# Gather speed data from SFMTA

This notebook gathers data from the SFMTA website

In [3]:
import pandas as pd
import sys
import os

sys.path.insert(0, '../utils/')
from api import get_sfmta_data
from traffic_processing import coordinate_mapper
from decorators import timer

In [None]:
coordinate_mapper = timer(coordinate_mapper)

## 1. Get 2016 speed data
This step can take a while depending on internet speed. 

In [None]:
# base_url = 'ftp://avl-data.sfmta.com/avl_data/avl_raw/'
# file_directory = '../../raw_data/sf_speed_data/'

# get_sfmta_data(base_url, file_directory)

## 2. Clean 2016 speed data

*Note: Check that file path directories are properly configured*

In [None]:
# input_dir = '../../raw_data/sf_speed_data/'
# output_dir = '../../temp_data/sfdata_clean/'
# Make sure .DS_Store is removed.

# for file in os.listdir(input_dir):
#     SFDATA_file_cleaner(input_dir, output_dir, file)

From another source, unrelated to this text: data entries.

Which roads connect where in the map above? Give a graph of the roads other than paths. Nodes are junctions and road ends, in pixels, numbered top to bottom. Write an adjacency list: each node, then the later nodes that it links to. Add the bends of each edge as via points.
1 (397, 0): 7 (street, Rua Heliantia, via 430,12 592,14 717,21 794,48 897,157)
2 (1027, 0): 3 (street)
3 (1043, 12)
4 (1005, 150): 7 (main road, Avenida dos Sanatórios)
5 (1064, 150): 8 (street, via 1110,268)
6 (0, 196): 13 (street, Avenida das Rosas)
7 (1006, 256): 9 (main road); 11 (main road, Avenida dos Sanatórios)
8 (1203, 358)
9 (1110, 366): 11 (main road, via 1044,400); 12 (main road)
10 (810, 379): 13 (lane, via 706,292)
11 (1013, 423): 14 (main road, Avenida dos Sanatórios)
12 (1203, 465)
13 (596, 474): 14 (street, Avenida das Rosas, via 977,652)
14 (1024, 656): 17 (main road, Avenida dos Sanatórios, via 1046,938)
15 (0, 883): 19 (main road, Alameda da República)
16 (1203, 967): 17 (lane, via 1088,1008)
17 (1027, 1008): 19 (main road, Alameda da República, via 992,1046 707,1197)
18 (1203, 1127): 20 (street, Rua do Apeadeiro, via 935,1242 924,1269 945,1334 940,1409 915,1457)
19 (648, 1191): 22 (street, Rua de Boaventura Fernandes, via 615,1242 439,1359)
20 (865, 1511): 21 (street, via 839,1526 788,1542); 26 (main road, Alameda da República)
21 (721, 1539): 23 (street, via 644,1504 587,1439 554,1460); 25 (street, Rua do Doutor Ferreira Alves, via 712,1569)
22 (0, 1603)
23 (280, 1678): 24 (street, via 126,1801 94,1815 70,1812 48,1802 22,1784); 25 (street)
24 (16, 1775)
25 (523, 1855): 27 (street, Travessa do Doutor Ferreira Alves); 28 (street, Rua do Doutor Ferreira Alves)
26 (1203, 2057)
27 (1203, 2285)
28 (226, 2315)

## 3. load all data + format

In [None]:
# Filtered Census Zones (GIS data with GeoID)
shp_file = '../../temp_data/sf_GEOID_GIS_data.shp'

# Input directory
input_dir = '../../temp_data/sfdata_clean/'

# Output directory
output_dir = '../../temp_data/sfdata_mapped/'

In [None]:
# Load census data 
shp_file = gpd.GeoDataFrame.from_file(shp_file)
print('Size of census zones df: {}'.format(shp_file.shape))
shp_file.head()

In [None]:
# All files by date
for i, fname in enumerate(os.listdir(input_dir)):
    print(i, fname)

### 3.a. Map to coordinate regions

In [None]:
# Check that all 29 files for the month of feburuary is there
# Map each to corresponding census zones 
for fname in os.listdir(input_dir):
    coordinate_mapper(shp_file, input_dir, output_dir, fname)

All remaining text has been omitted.